Greenpeace widersprach auch der Aussage des ungarischen Regierungschefs Viktor Organ, die Situation im Katastrophengebiet sei derzeit unter Kontrolle. "Die Behörden haben die Leute mit bloßen Händen arbeiten lassen, und Feuerwehrleute haben mir ihre Hände gezeigt, die total verätzt waren", erklärte etwa Greenpeace-Aktivist Bernd Schaudinnus. Er könne sich nicht vorstellen, dass die Regierung keine Ahnung davon gehabt habe, wie toxisch der Schlamm sei.
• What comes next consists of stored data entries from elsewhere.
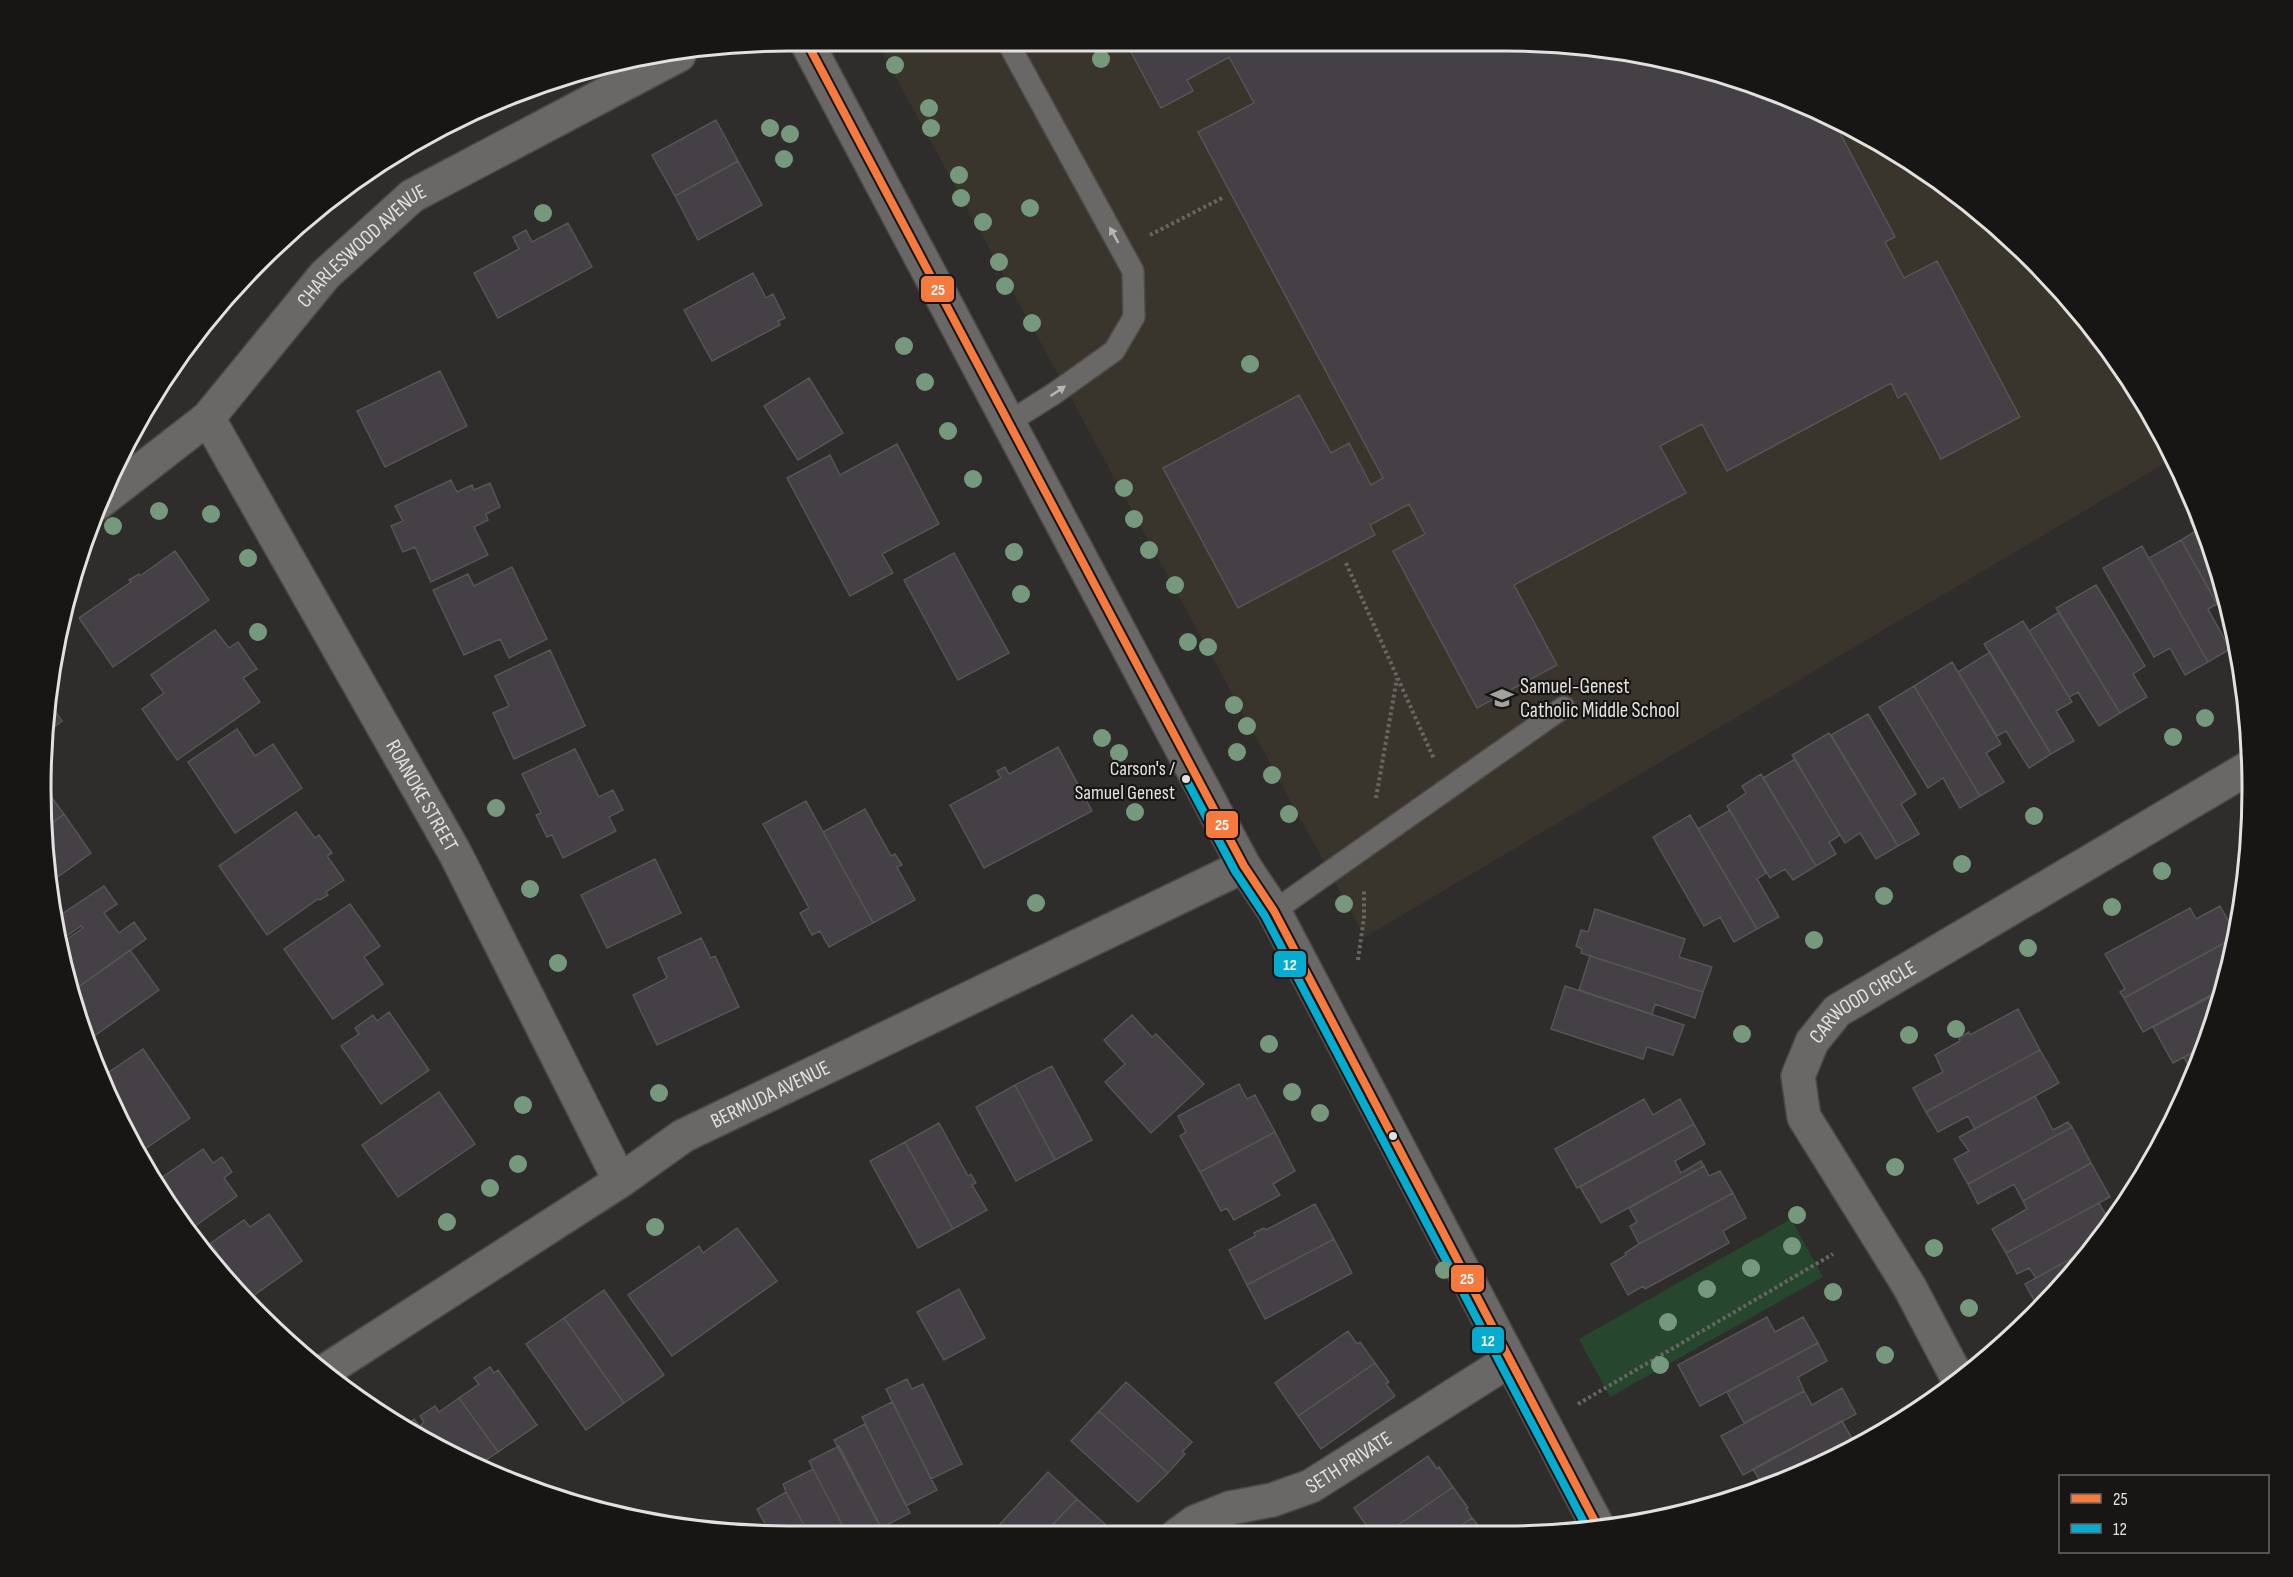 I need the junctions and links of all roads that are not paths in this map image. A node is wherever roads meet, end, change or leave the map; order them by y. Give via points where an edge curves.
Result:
1 (812, 51) edge
2 (1013, 51) edge
3 (667, 61) edge
4 (208, 418) junction
5 (1009, 422) junction
6 (114, 491) edge
7 (1564, 707) dead end
8 (2242, 777) edge
9 (1244, 866) junction
10 (1274, 911) junction
11 (620, 1181) junction
12 (1510, 1360) junction
13 (331, 1367) edge
14 (1955, 1373) edge
15 (1590, 1521) edge
16 (1190, 1526) edge

1 - 5 street
5 -> 2 lane via 1114,351 1134,317 1133,271
3 - 4 street, CHARLESWOOD AVENUE via 412,196 325,275
4 - 6 street, CHARLESWOOD AVENUE
4 - 11 street, ROANOKE STREET via 455,853
5 - 9 street
7 - 10 lane
8 - 14 street, CARWOOD CIRCLE via 1837,1011 1812,1042 1798,1076 1804,1117 1909,1286
9 - 10 street
9 - 11 street, BERMUDA AVENUE via 683,1136
10 - 12 street
11 - 13 street, BERMUDA AVENUE
12 - 15 street
12 - 16 street, SETH PRIVATE via 1311,1486 1272,1500 1230,1508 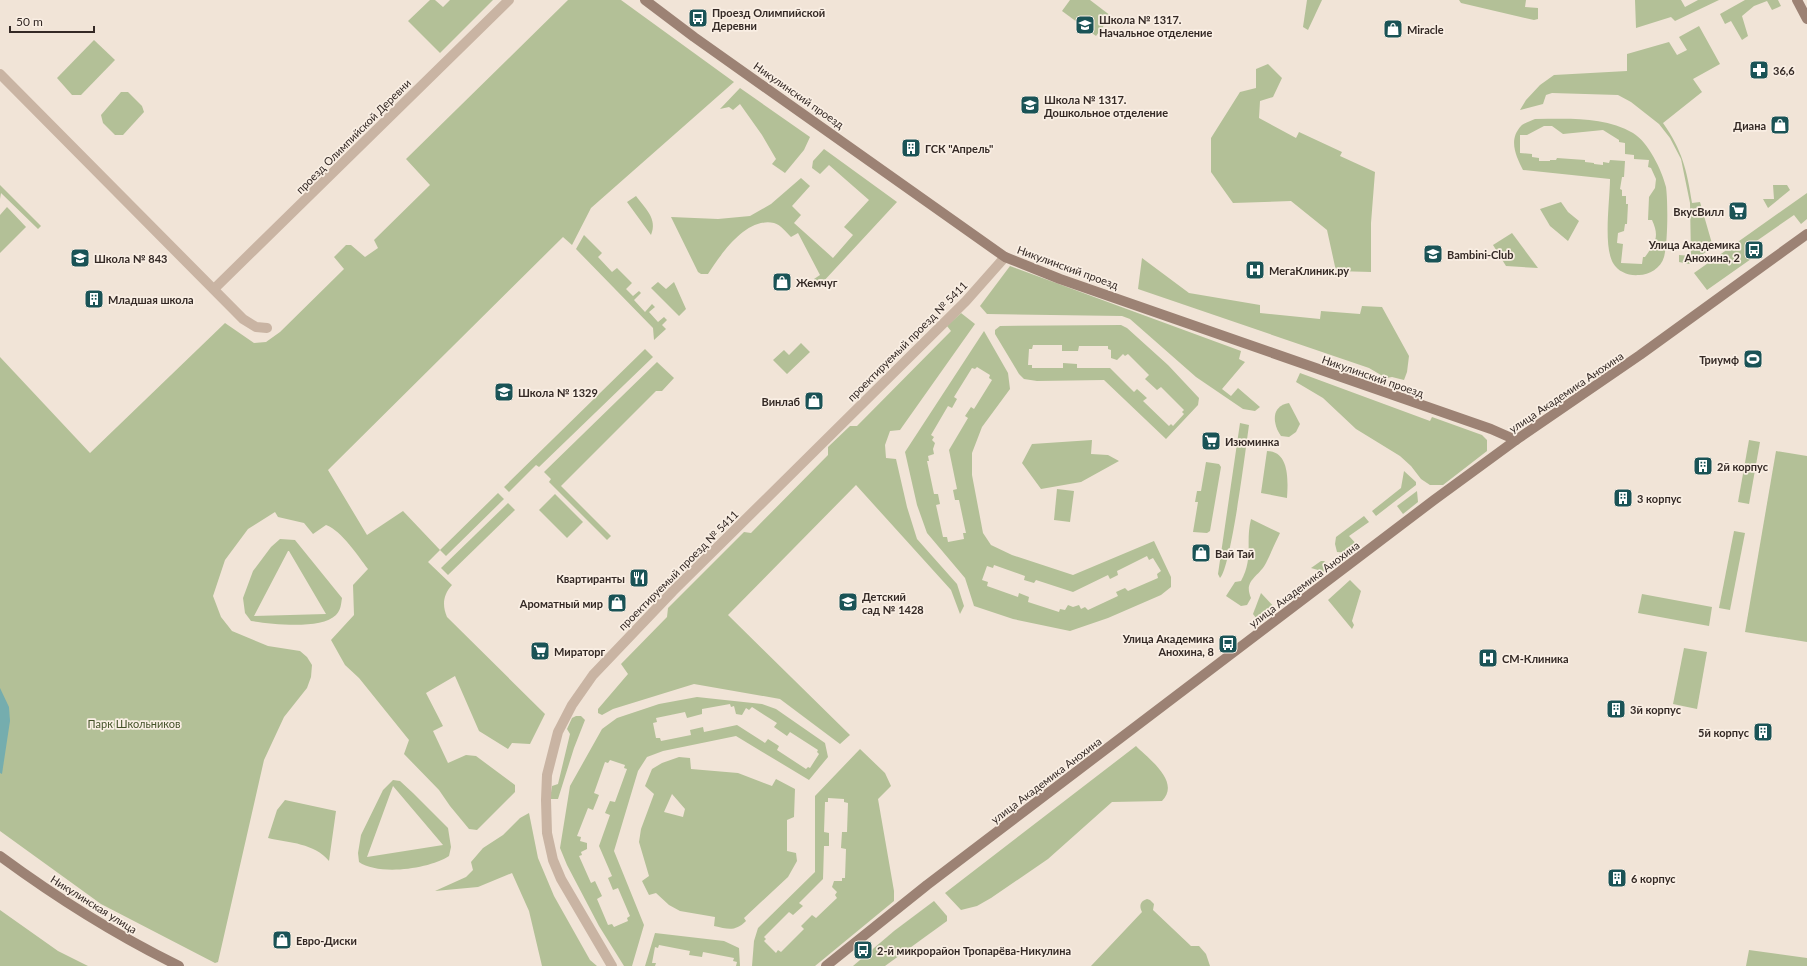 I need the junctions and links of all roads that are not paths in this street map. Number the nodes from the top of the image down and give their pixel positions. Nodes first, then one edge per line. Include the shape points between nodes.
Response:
1 (509, 0) edge
2 (645, 0) edge
3 (1797, 0) edge
4 (1807, 19) edge
5 (0, 74) edge
6 (1807, 234) edge
7 (1005, 257) junction
8 (214, 289) junction
9 (268, 328) dead end
10 (1516, 440) junction
11 (0, 856) edge
12 (180, 966) edge
13 (612, 966) edge
14 (826, 966) edge

1 - 8 street, проезд Олимпийской Деревни
2 - 7 street, Никулинский проезд
3 - 4 street
5 - 8 street
6 - 10 street, улица Академика Анохина via 1640,355
7 - 10 street, Никулинский проезд via 1060,279 1477,424
7 - 13 street, проектируемый проезд № 5411 via 966,301 673,591 593,675 572,705 558,732 547,775 547,833 553,860 561,879
8 - 9 street via 247,322 260,328
10 - 14 street, улица Академика Анохина via 933,880
11 - 12 street, Никулинская улица via 82,913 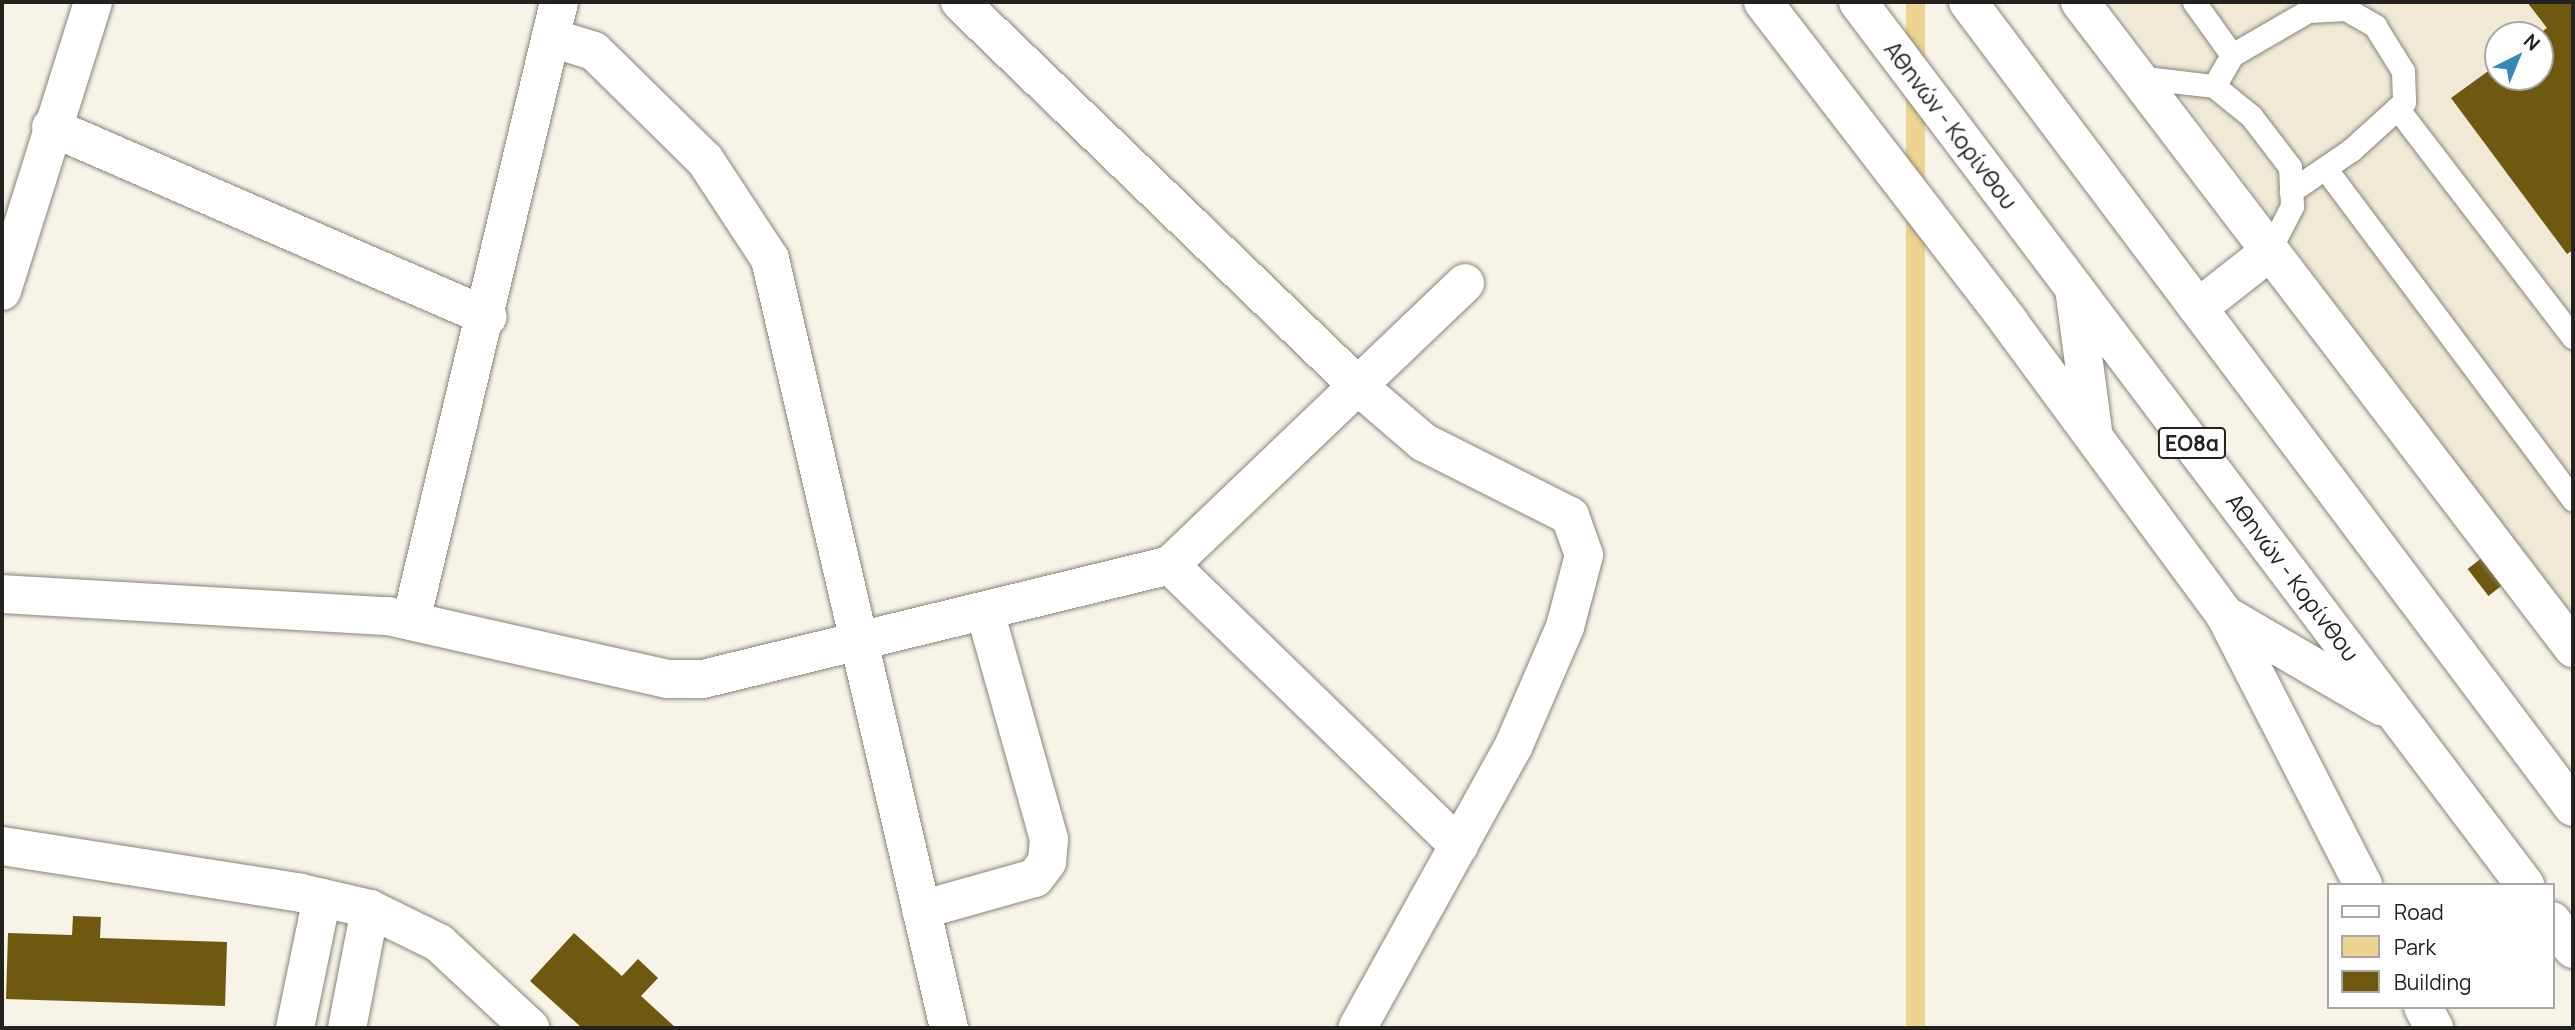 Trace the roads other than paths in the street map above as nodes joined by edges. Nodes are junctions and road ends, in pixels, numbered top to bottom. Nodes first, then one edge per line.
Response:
1 (93, 2) edge
2 (559, 2) edge
3 (960, 2) edge
4 (1763, 2) edge
5 (1858, 2) edge
6 (1968, 2) edge
7 (2080, 2) edge
8 (2194, 2) edge
9 (2306, 6) edge
10 (552, 38) junction
11 (2232, 55) junction
12 (2137, 77) junction
13 (2214, 86) junction
14 (2396, 108) junction
15 (51, 127) junction
16 (2325, 168) junction
17 (2291, 191) junction
18 (2268, 253) junction
19 (1465, 283) dead end
20 (2073, 286) junction
21 (2, 291) edge
22 (2198, 307) junction
23 (475, 312) junction
24 (2573, 337) edge
25 (1358, 386) junction
26 (2094, 437) junction
27 (2573, 499) edge
28 (1170, 565) junction
29 (2, 594) edge
30 (985, 611) junction
31 (2225, 615) junction
32 (400, 619) junction
33 (857, 639) junction
34 (2573, 648) edge
35 (2397, 715) junction
36 (2573, 807) edge
37 (2, 846) edge
38 (1459, 846) junction
39 (2362, 883) edge
40 (2523, 883) edge
41 (322, 898) junction
42 (370, 909) junction
43 (921, 910) junction
44 (2554, 924) edge
45 (2573, 949) edge
46 (2424, 1009) edge
47 (296, 1028) edge
48 (347, 1028) edge
49 (530, 1028) edge
50 (949, 1028) edge
51 (1357, 1028) edge
52 (2434, 1028) edge

1 - 15 main road
2 - 10 main road
3 - 25 main road
4 - 26 main road
5 - 20 main road, Αθηνών - Κορίνθου / ΕΟ8α
6 - 22 main road
7 - 12 main road
8 - 11 lane
9 - 11 lane
9 - 14 lane
10 - 23 main road
10 - 33 main road
11 - 13 lane
12 - 13 lane
12 - 18 main road
13 - 17 lane
14 - 16 lane
14 - 24 lane
15 - 21 main road
15 - 23 main road
16 - 17 lane
16 - 27 lane
17 - 18 lane
18 - 22 main road
18 - 34 main road
19 - 25 main road
20 - 26 main road
20 - 35 main road, Αθηνών - Κορίνθου / ΕΟ8α
22 - 36 main road
23 - 32 main road
25 - 28 main road
25 - 38 main road
26 - 31 main road
28 - 30 main road
28 - 38 main road
29 - 32 main road
30 - 33 main road
30 - 43 main road
31 - 35 main road
31 - 39 main road
32 - 33 main road
33 - 43 main road
35 - 40 main road, Αθηνών - Κορίνθου / ΕΟ8α
37 - 41 main road
38 - 51 main road
41 - 42 main road
41 - 47 main road
42 - 48 main road
42 - 49 main road
43 - 50 main road
44 - 45 main road
46 - 52 main road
Slowakei und Rumänien geben Entwarnung

Blick aus einem zerstörten Haus in Kolontar (Foto: AP)
Unbewohnbar geworden: Blick aus einem zerstörten Haus in KolontarBild: AP

Auch in der Slowakei gibt es höchst unterschiedliche Einschätzungen, was die akute Gefahrenlage angeht. Die Behörden gaben vorläufig Entwarnung. Es gebe keinen Grund zur Besorgnis, dass der slowakische Teil der Donau verseucht werden könne, sagte ein Sprecher der Umweltüberwachungsstelle. Selbst wenn verseuchtes Wasser slowakisches Territorium erreichen sollte, würde dieses sich im Donauwasser auflösen. Der Giftschlamm war über den Donauzufluss Raab in Europas zweitlängsten Fluss gelangt. Dagegen warnten slowakische Greenpeace-Aktivisten, Messungen hätten ergeben, dass der Giftschlamm wahrscheinlich auch die Slowakei erreichen werden. Die Auswirkungen der Verseuchung seien noch nicht abzusehen.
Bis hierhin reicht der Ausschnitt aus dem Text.